[What the task asks] Retype each record below word for word, pictures excluded.

____

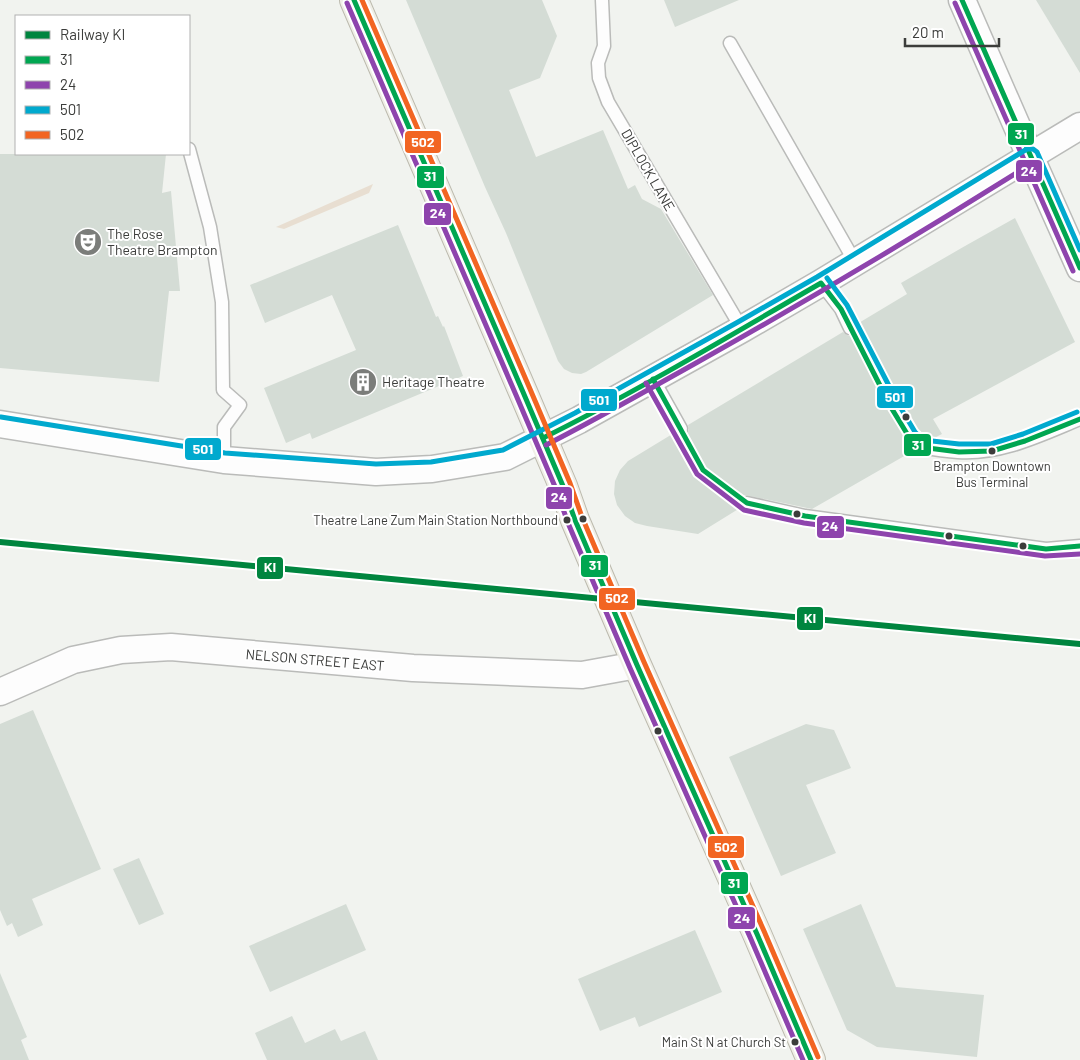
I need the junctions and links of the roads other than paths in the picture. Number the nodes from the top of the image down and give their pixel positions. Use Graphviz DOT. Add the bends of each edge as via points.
graph roads {
  1 [pos="354,0"];
  2 [pos="602,0"];
  3 [pos="962,0"];
  4 [pos="730,43"];
  5 [pos="1080,126"];
  6 [pos="190,153"];
  7 [pos="1030,156"];
  8 [pos="856,262"];
  9 [pos="1080,268"];
  10 [pos="821,283"];
  11 [pos="850,328"];
  12 [pos="742,329"];
  13 [pos="653,379"];
  14 [pos="1080,419"];
  15 [pos="0,424"];
  16 [pos="681,429"];
  17 [pos="543,438"];
  18 [pos="920,447"];
  19 [pos="224,460"];
  20 [pos="747,503"];
  21 [pos="1080,546"];
  22 [pos="637,665"];
  23 [pos="0,692"];
  24 [pos="811,1060"];
  1 -- 17 [label="main road"];
  2 -- 12 [label="lane, DIPLOCK LANE" via="604,46 598,63 599,78 608,102"];
  3 -- 7 [label="street"];
  4 -- 8 [label="lane"];
  5 -- 7 [label="street"];
  6 -- 19 [label="lane" via="210,227 222,302 223,390 240,405 224,427"];
  7 -- 8 [label="street"];
  7 -- 9 [label="street"];
  8 -- 10 [label="street"];
  10 -- 11 [label="lane" via="841,309"];
  10 -- 12 [label="street"];
  12 -- 13 [label="street"];
  13 -- 16 [label="lane"];
  13 -- 17 [label="street"];
  14 -- 18 [label="lane" via="992,450 959,452"];
  15 -- 19 [label="street"];
  17 -- 19 [label="street" via="505,456 432,469 376,472"];
  17 -- 22 [label="main road"];
  20 -- 21 [label="lane" via="805,516 1046,549"];
  22 -- 23 [label="street, NELSON STREET EAST" via="582,675 413,668 171,647 122,650 73,660"];
  22 -- 24 [label="main road"];
}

____

[Solution to this task]
I need the junctions and links of the roads other than paths in the picture. Number the nodes from the top of the image down and give their pixel positions. Use Graphviz DOT. Add the bends of each edge as via points.
graph roads {
  1 [pos="354,0"];
  2 [pos="602,0"];
  3 [pos="962,0"];
  4 [pos="730,43"];
  5 [pos="1080,126"];
  6 [pos="190,153"];
  7 [pos="1030,156"];
  8 [pos="856,262"];
  9 [pos="1080,268"];
  10 [pos="821,283"];
  11 [pos="850,328"];
  12 [pos="742,329"];
  13 [pos="653,379"];
  14 [pos="1080,419"];
  15 [pos="0,424"];
  16 [pos="681,429"];
  17 [pos="543,438"];
  18 [pos="920,447"];
  19 [pos="224,460"];
  20 [pos="747,503"];
  21 [pos="1080,546"];
  22 [pos="637,665"];
  23 [pos="0,692"];
  24 [pos="811,1060"];
  1 -- 17 [label="main road"];
  2 -- 12 [label="lane, DIPLOCK LANE" via="604,46 598,63 599,78 608,102"];
  3 -- 7 [label="street"];
  4 -- 8 [label="lane"];
  5 -- 7 [label="street"];
  6 -- 19 [label="lane" via="210,227 222,302 223,390 240,405 224,427"];
  7 -- 8 [label="street"];
  7 -- 9 [label="street"];
  8 -- 10 [label="street"];
  10 -- 11 [label="lane" via="841,309"];
  10 -- 12 [label="street"];
  12 -- 13 [label="street"];
  13 -- 16 [label="lane"];
  13 -- 17 [label="street"];
  14 -- 18 [label="lane" via="992,450 959,452"];
  15 -- 19 [label="street"];
  17 -- 19 [label="street" via="505,456 432,469 376,472"];
  17 -- 22 [label="main road"];
  20 -- 21 [label="lane" via="805,516 1046,549"];
  22 -- 23 [label="street, NELSON STREET EAST" via="582,675 413,668 171,647 122,650 73,660"];
  22 -- 24 [label="main road"];
}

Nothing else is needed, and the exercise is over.